What you should do = After finding the line that includes "Please list the" in the records below, transcribe it and each line after it through the last, exactly, and add nothing.
────────────────
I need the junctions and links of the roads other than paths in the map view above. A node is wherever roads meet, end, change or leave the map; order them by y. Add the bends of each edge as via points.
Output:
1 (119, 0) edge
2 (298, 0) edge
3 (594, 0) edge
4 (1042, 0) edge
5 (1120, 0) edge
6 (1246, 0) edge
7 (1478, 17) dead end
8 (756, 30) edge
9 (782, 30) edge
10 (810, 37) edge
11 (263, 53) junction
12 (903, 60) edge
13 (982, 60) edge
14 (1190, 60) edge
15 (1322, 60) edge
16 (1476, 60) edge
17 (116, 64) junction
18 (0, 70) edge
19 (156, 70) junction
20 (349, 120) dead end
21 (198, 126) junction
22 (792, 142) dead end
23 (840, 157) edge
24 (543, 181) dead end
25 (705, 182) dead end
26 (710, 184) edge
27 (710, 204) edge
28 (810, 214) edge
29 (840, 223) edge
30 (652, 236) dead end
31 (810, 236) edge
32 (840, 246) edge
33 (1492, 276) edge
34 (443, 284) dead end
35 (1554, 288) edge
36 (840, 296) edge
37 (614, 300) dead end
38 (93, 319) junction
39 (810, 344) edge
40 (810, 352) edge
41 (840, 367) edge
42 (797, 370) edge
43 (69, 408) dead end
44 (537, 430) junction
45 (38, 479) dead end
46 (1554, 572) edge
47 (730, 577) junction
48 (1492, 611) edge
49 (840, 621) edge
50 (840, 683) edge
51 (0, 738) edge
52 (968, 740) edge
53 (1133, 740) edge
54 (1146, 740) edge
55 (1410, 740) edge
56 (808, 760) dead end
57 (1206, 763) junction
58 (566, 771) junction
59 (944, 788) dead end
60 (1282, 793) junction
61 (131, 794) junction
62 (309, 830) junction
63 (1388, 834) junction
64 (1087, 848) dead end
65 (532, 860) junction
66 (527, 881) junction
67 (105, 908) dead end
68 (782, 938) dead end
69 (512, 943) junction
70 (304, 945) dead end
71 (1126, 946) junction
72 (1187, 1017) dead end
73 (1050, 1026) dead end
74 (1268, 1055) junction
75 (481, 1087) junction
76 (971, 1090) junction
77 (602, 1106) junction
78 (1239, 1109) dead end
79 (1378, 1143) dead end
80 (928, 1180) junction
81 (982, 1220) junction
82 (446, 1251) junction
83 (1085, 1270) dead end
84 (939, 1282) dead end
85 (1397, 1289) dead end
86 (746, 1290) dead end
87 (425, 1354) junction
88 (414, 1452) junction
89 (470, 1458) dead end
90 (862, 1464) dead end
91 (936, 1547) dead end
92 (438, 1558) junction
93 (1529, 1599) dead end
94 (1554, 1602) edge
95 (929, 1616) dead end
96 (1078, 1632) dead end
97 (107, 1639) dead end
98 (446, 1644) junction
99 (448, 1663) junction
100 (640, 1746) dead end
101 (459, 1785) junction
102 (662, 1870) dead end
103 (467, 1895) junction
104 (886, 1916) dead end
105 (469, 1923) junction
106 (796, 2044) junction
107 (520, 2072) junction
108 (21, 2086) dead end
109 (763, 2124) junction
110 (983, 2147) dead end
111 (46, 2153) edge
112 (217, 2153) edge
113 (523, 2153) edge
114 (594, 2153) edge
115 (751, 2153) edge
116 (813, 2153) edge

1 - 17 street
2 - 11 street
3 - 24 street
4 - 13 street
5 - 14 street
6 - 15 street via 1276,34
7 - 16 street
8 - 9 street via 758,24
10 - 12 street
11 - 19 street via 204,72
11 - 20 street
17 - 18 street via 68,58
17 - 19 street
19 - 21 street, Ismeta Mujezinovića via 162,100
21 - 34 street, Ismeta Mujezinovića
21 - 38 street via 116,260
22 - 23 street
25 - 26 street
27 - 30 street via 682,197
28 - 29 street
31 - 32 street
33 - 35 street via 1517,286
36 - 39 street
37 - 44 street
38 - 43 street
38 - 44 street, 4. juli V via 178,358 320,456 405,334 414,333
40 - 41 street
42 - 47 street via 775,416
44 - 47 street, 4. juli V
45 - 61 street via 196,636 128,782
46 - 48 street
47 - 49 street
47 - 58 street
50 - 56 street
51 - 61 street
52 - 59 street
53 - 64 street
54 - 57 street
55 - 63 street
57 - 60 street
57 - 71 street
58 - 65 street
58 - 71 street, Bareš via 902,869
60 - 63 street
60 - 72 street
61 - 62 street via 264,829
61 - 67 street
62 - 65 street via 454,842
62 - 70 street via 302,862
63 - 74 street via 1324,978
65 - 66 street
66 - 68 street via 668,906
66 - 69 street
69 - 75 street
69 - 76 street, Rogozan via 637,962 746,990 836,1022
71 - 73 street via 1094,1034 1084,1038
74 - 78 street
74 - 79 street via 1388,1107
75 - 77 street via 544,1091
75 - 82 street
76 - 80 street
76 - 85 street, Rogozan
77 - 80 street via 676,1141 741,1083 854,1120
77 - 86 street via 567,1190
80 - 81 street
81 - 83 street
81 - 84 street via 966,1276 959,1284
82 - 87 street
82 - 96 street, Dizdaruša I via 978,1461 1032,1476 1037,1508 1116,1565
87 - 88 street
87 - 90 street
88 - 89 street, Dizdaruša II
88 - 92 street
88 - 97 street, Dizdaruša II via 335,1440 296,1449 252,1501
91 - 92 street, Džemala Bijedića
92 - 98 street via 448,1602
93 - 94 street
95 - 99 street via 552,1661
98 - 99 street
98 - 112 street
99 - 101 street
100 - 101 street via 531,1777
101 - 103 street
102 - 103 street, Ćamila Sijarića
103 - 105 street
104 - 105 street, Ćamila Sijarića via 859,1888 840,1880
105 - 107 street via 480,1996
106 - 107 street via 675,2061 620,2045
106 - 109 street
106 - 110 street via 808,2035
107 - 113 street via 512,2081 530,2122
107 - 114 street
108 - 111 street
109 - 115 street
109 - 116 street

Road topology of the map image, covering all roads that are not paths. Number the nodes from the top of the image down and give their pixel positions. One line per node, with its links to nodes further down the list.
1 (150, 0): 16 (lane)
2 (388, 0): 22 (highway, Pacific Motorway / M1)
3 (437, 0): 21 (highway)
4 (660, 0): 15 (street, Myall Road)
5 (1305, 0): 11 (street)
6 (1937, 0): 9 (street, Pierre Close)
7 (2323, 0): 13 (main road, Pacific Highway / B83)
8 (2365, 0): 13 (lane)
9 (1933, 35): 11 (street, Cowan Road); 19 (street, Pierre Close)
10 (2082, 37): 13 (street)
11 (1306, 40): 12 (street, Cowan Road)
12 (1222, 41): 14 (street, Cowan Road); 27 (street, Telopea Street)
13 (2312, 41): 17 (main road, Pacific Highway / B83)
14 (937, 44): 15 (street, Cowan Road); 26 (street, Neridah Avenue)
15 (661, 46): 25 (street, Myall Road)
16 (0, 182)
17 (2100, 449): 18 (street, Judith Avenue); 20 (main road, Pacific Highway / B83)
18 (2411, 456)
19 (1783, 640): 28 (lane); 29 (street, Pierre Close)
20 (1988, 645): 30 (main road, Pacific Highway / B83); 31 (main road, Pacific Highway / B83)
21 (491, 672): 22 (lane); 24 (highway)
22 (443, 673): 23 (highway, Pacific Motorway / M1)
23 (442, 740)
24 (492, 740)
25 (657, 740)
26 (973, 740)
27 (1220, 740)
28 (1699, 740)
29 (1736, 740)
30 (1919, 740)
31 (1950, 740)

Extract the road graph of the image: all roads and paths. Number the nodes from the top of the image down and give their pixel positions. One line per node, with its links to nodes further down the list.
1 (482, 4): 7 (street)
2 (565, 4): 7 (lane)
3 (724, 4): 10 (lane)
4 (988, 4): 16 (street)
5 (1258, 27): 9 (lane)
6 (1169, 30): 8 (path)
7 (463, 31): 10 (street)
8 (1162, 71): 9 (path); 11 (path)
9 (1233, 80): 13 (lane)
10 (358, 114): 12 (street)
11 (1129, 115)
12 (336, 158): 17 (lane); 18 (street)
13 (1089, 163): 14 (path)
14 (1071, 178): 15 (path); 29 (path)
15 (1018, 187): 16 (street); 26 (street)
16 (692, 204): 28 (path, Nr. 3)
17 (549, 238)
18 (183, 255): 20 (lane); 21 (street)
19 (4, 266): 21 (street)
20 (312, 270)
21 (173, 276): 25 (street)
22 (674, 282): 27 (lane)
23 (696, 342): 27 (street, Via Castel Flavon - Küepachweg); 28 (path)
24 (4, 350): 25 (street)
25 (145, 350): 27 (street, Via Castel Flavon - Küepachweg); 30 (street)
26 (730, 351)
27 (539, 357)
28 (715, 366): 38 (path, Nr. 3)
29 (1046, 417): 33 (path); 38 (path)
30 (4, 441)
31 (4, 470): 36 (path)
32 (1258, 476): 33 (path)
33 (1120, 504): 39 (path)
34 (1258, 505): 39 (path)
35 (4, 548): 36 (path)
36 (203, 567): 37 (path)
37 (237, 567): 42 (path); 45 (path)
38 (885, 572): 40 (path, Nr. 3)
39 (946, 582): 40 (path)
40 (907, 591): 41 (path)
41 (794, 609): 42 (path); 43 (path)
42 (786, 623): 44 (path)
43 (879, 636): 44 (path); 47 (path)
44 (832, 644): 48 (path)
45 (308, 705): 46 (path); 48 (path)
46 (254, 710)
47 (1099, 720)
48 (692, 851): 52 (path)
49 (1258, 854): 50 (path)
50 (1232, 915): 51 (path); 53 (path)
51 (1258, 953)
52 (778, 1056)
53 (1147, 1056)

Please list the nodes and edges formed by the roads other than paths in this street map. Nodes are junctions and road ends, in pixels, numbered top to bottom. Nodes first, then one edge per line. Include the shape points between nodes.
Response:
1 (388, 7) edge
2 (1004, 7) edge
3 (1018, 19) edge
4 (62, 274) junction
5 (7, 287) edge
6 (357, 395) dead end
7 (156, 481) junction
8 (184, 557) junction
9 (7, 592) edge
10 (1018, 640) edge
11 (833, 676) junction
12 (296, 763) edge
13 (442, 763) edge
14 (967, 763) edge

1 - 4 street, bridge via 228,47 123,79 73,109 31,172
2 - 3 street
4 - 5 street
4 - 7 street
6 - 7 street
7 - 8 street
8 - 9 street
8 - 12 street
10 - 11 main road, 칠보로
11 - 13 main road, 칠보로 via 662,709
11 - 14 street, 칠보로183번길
────────────────
Answer space =
Please list the nodes and edges formed by the roads other than paths in this street map. Nodes are junctions and road ends, in pixels, numbered top to bottom. Nodes first, then one edge per line. Include the shape points between nodes.
Response:
1 (388, 7) edge
2 (1004, 7) edge
3 (1018, 19) edge
4 (62, 274) junction
5 (7, 287) edge
6 (357, 395) dead end
7 (156, 481) junction
8 (184, 557) junction
9 (7, 592) edge
10 (1018, 640) edge
11 (833, 676) junction
12 (296, 763) edge
13 (442, 763) edge
14 (967, 763) edge

1 - 4 street, bridge via 228,47 123,79 73,109 31,172
2 - 3 street
4 - 5 street
4 - 7 street
6 - 7 street
7 - 8 street
8 - 9 street
8 - 12 street
10 - 11 main road, 칠보로
11 - 13 main road, 칠보로 via 662,709
11 - 14 street, 칠보로183번길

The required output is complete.